| Work to complete |
Determine the number of lines in the data that contain "display", and write only that number.

Stored records

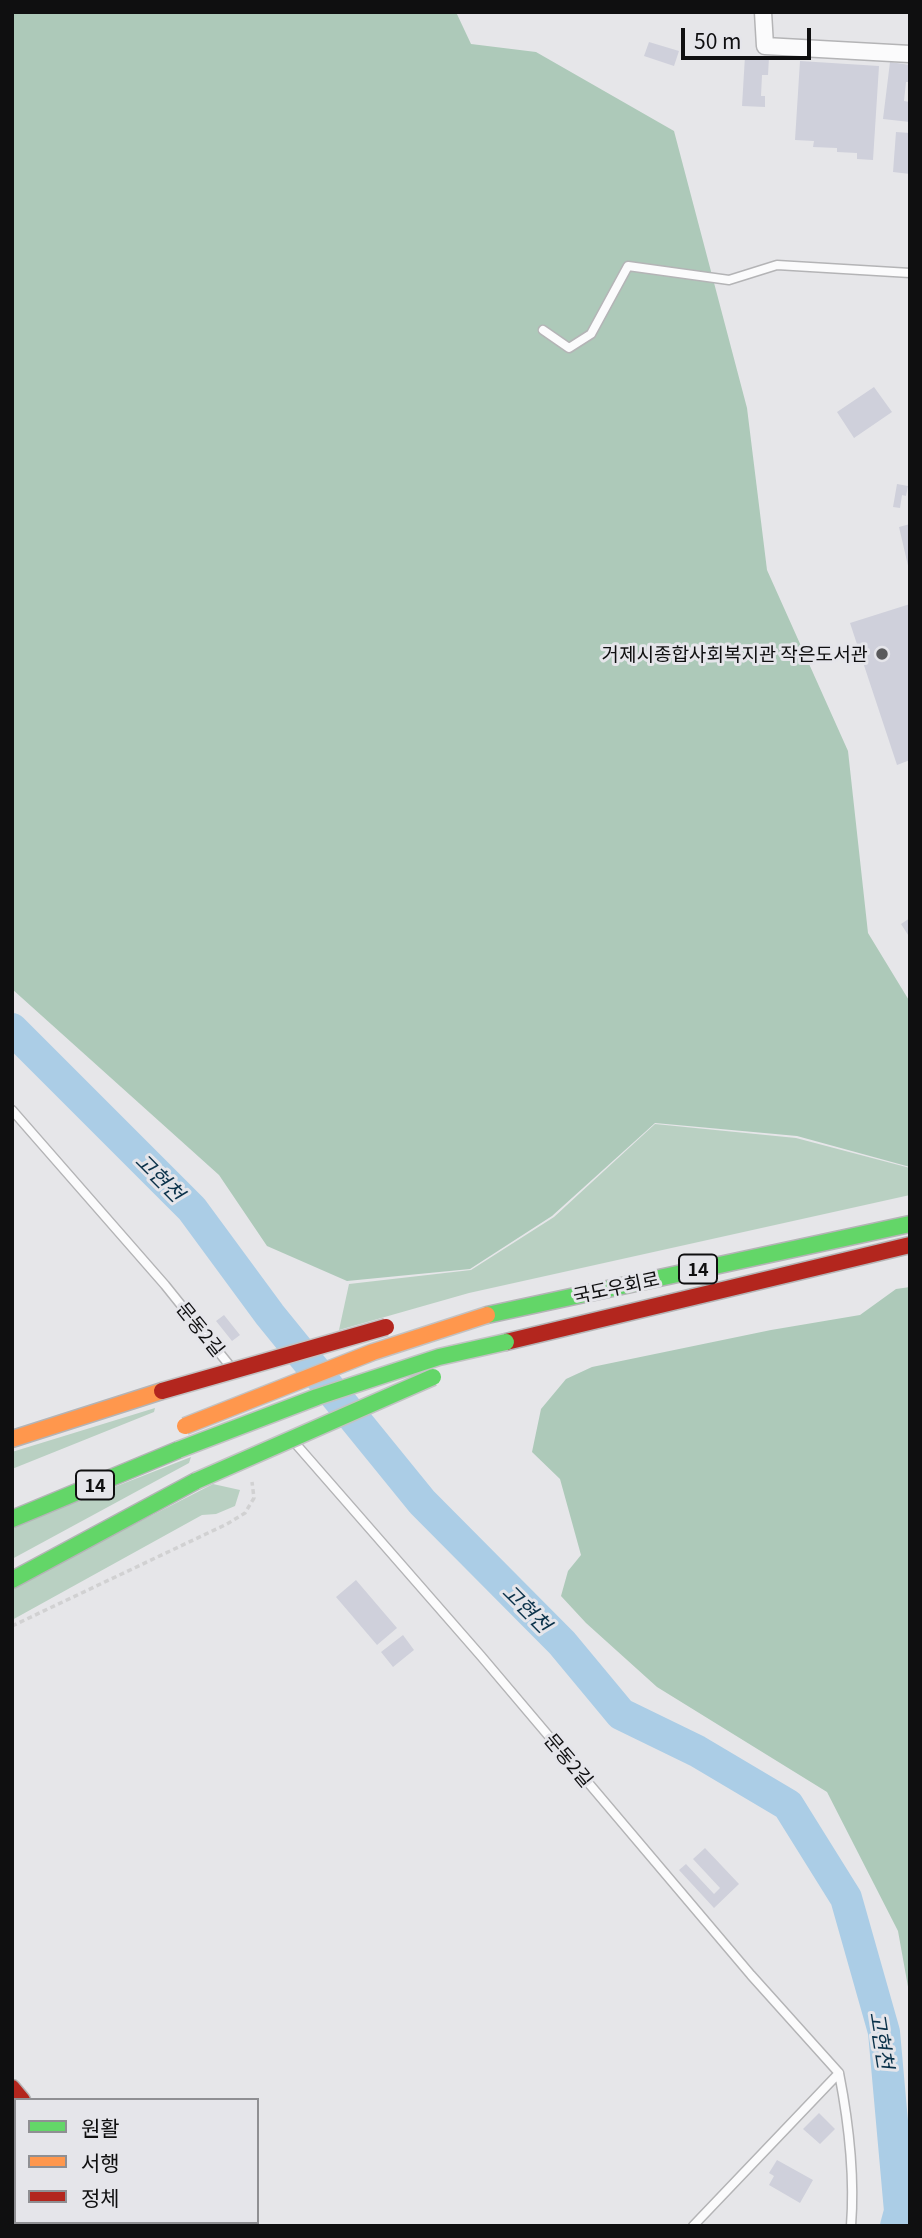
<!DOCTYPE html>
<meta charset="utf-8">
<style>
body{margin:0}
#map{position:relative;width:922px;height:2238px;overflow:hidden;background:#e6e6e9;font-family:Georgia,"Noto Sans KR",serif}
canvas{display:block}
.frame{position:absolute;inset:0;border:14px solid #0f0f10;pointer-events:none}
.legend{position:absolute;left:14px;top:2098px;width:245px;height:126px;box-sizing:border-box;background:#e5e5ea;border:2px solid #8f8f93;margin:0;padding:9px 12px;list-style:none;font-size:21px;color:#0f0f10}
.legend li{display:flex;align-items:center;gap:14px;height:35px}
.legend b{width:35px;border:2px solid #8f8f93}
.scale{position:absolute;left:681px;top:28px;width:130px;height:32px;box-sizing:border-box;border:4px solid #0f0f10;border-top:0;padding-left:9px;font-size:21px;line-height:24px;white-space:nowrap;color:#0f0f10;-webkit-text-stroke:5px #e5e5ea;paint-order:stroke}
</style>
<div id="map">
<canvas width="922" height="2238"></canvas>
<div class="frame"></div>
<ul class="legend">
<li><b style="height:9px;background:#63d668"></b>원활</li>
<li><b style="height:9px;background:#ff974d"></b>서행</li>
<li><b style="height:9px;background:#b3261e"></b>정체</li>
</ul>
<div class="scale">50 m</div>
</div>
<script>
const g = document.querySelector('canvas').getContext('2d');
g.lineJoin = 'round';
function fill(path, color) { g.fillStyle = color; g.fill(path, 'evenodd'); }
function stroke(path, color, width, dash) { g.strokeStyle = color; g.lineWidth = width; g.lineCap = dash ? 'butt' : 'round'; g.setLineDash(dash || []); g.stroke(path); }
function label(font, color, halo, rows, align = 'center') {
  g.font = font + ' Georgia,"Noto Sans KR",serif'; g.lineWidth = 6; g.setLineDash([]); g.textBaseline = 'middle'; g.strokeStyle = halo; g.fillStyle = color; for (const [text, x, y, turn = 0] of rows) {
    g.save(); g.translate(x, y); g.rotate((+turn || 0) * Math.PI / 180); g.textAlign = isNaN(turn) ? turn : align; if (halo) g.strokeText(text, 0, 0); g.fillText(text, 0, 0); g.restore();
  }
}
fill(new Path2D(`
 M 655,1124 L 796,1138 L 910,1168 L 910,1195 L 469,1293 L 339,1330 L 349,1284 L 471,1270 L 554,1217 Z
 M 155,1408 L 154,1412 L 12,1469 L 12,1452 Z
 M 191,1457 L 189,1463 L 12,1559 L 12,1527 Z
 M 213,1484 L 240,1490 L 235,1506 L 216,1514 L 202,1515 L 12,1620 L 12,1587 Z`), '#b9d0c2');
fill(new Path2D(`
 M 12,12 L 456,12 L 471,44 L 536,52 L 674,131 L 747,408 L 767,570 L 848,751 L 868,933 L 910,1002 L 910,1167 L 797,1136 L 655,1123 L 552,1216 L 470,1269 L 347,1281 L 267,1246 L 219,1175 L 12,989 Z
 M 910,1287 L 910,1998 L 898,1931 L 827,1792 L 657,1687 L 586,1623 L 561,1596 L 568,1571 L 581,1555 L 560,1479 L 532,1452 L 541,1409 L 566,1379 L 592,1367 L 771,1330 L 860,1315 L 896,1289 Z`), '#adc9b9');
stroke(new Path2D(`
 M 895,2154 L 910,2175`), '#abcde6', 5);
stroke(new Path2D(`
 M 12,1029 L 192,1209 L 270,1315 L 422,1502 L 562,1643 L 621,1714 L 697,1751 L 788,1805 L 846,1898 L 884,2032 L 900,2211 L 896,2226`), '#abcde6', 32);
fill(new Path2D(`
 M 649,42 L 679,51 L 674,66 L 644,56 Z
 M 745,56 L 769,57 L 768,75 L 762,75 L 761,96 L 765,96 L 765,107 L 742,106 Z
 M 800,61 L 879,66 L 873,160 L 857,159 L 857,153 L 837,152 L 837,148 L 813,147 L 814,141 L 795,140 Z
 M 890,62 L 910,65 L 910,82 L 906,82 L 904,101 L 910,102 L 910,122 L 883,119 Z
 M 896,132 L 910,133 L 910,174 L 893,172 Z
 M 874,387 L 892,412 L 854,438 L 837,412 Z
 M 897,484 L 908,486 L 906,496 L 902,495 L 900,508 L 893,507 Z
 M 910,524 L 910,570 L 909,570 L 899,527 Z
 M 910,604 L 910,760 L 897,765 L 850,623 Z
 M 910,918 L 910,938 L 901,924 Z
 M 224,1315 L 240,1335 L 232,1341 L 216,1321 Z
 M 356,1580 L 397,1628 L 377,1645 L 336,1597 Z
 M 403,1635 L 414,1650 L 393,1667 L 381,1652 Z
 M 705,1848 L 739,1884 L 714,1908 L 679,1870 L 686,1864 L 714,1894 L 720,1888 L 693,1859 Z
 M 819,2113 L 835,2129 L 820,2144 L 803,2129 Z
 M 777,2160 L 813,2180 L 800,2203 L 769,2185 L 774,2176 L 769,2173 Z`), '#cfd0db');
const lane = new Path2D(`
 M 543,330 L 569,348 L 591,334 L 628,266 L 729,280 L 777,265 L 910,273
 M 12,1110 L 165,1285 L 230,1366
 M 295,1443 L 481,1656 L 751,1975 L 839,2073 L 693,2226
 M 839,2073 C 849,2124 855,2174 851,2226
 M 12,2200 L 16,2200`);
const street = new Path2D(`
 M 763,12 L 765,46 L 910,54`);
const fast = new Path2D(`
 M 487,1315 L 910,1224
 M 12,1519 L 178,1450
 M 12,1580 L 196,1481`);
const slow = new Path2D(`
 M 12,1439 L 162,1391
 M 91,2222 L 93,2226
 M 121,2222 L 124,2226`);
const jam = new Path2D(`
 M 506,1342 L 910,1245
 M 12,2088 L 22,2100
 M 12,2128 L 16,2132`);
stroke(lane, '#b4b4b6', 11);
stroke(street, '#b4b4b6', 19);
stroke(fast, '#b4b4b6', 19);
stroke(slow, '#b4b4b6', 19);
stroke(jam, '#b4b4b6', 19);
stroke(new Path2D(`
 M 12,1626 L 227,1524 L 245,1513 L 254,1498 L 252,1482`), '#d1d1d2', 3.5, [5, 3.5]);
stroke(lane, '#fbfbfc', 8);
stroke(street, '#fbfbfc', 16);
stroke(fast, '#63d668', 16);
stroke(slow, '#ff974d', 16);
stroke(jam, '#b3261e', 16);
const fastBridge = new Path2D(`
 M 178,1450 L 317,1397 L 439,1357 L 506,1342
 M 196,1481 L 433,1377`);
const slowBridge = new Path2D(`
 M 185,1426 L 373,1352 L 487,1315`);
const jamBridge = new Path2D(`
 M 162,1391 L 386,1327`);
stroke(fastBridge, '#c2c2c3', 19, []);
stroke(slowBridge, '#c2c2c3', 19, []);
stroke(jamBridge, '#c2c2c3', 19, []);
stroke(fastBridge, '#63d668', 16);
stroke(slowBridge, '#ff974d', 16);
stroke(jamBridge, '#b3261e', 16);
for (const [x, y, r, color] of [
 [882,654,7,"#5a5a5c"]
]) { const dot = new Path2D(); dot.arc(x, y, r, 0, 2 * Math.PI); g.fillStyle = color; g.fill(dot); stroke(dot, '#e5e5ea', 2.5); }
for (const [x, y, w] of [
 [698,1269,38],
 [95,1485,38]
]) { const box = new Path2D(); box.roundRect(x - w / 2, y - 14.5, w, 29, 5); g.fillStyle = '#e5e5ea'; g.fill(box); stroke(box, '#0f0f10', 2); }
label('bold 18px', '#0f0f10', null, [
 ["14",698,1269],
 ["14",95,1485]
]);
label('19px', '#0f0f10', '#e5e5ea', [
 ["거제시종합사회복지관 작은도서관",868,654]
], 'right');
label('19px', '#0f0f10', '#e5e5ea', [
 ["국도우회로",616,1287,-12],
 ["문동2길",201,1329,51],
 ["문동2길",569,1760,50]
]);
label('italic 21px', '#0b324a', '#e5e5ea', [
 ["고현천",160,1177,45],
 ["고현천",527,1608,45],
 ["고현천",882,2040,81]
]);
</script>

| Exercise output |
2